* _WORK TO BE COMPLETED_
Say how many lines in the records hold "paths". Nothing but the number should be given.

* _DATA FOR REVIEW_
....................

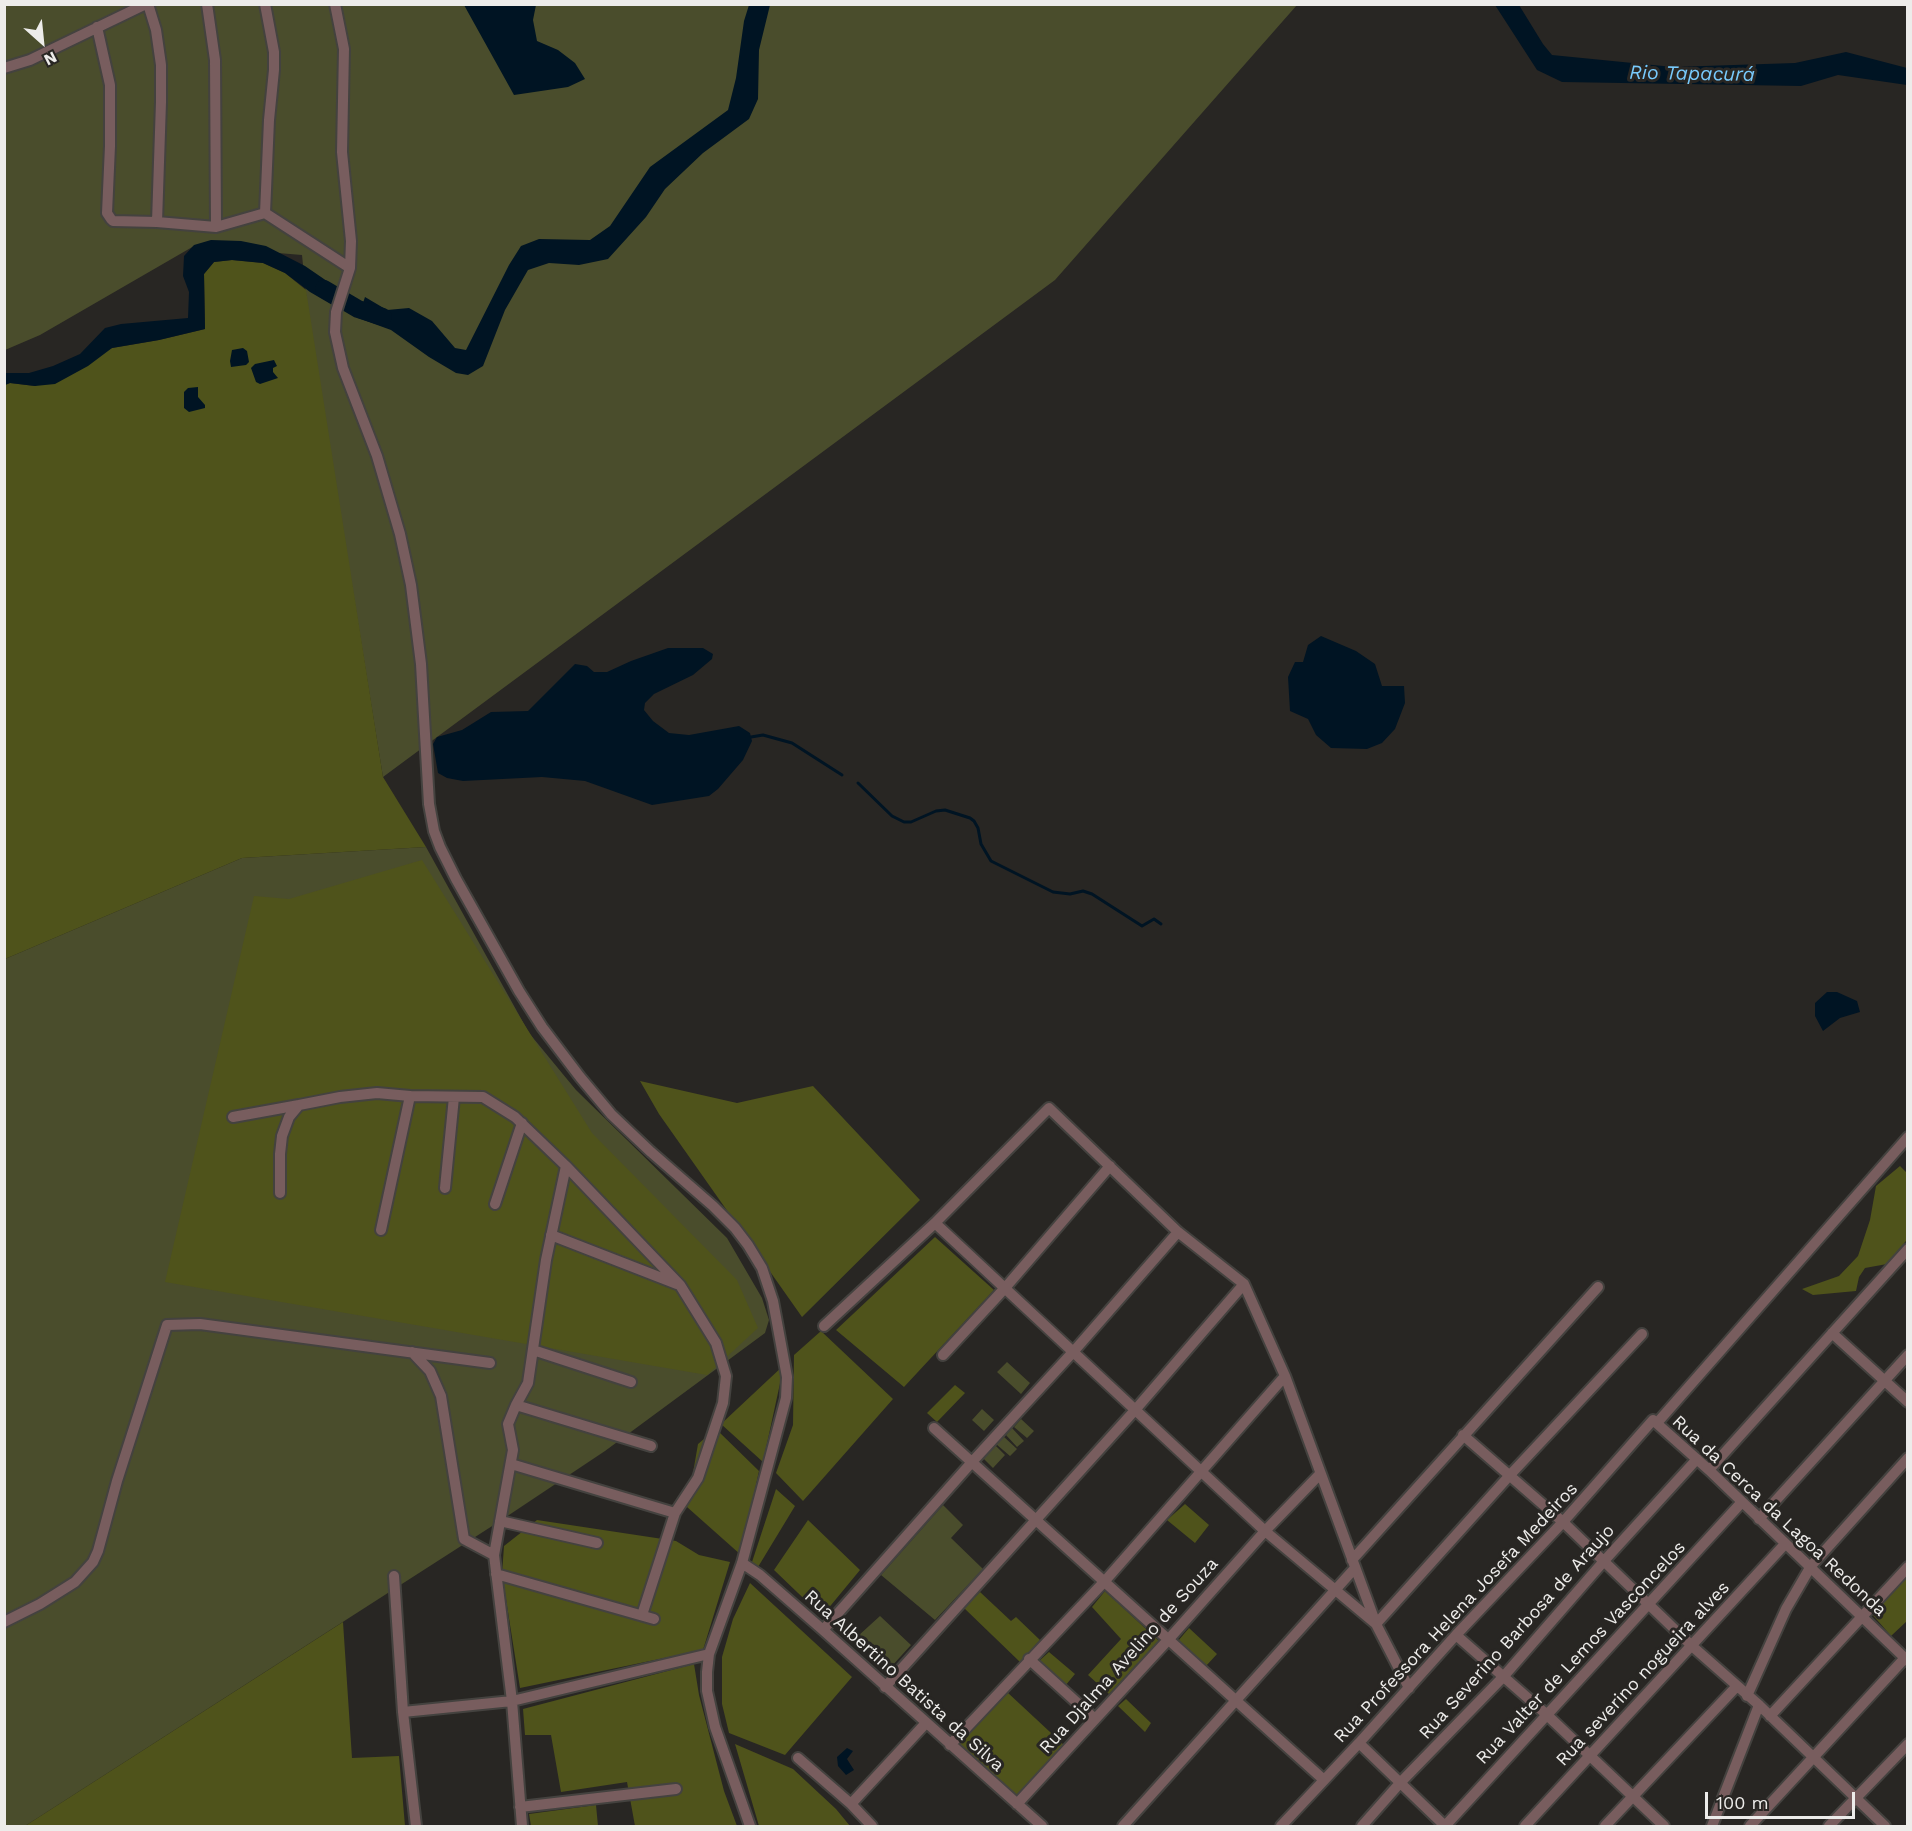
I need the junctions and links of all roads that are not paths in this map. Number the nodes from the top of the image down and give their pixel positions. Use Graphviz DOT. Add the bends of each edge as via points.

....................

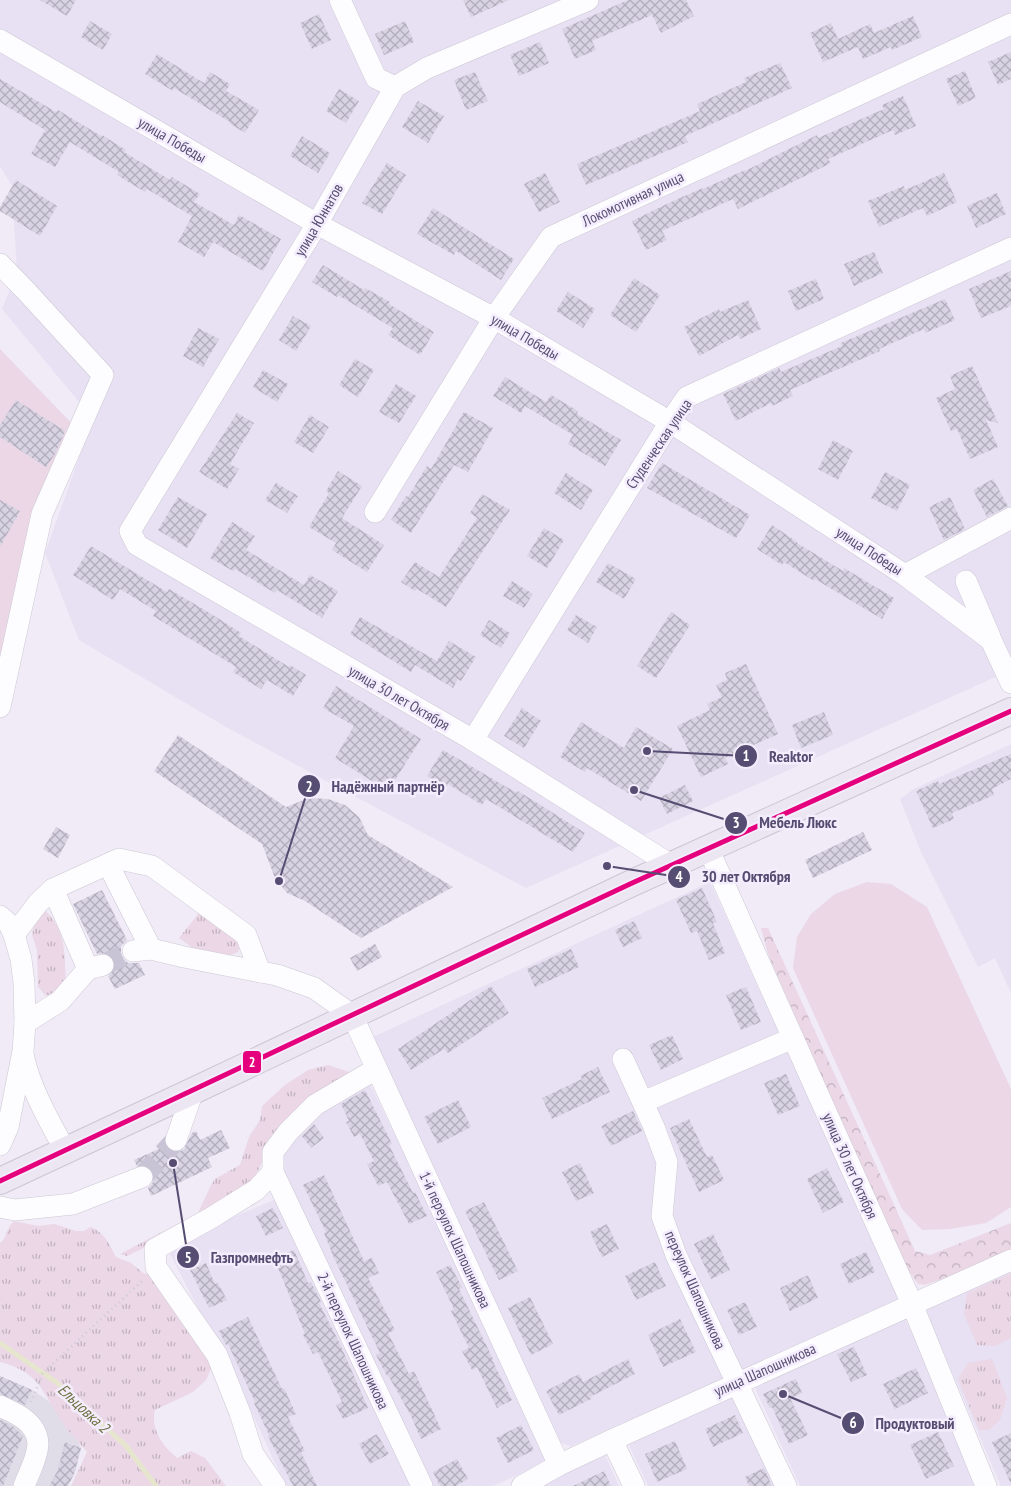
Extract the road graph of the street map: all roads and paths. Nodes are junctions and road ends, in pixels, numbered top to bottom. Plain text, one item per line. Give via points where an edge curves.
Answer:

....................

* _OUTPUT BELOW_
2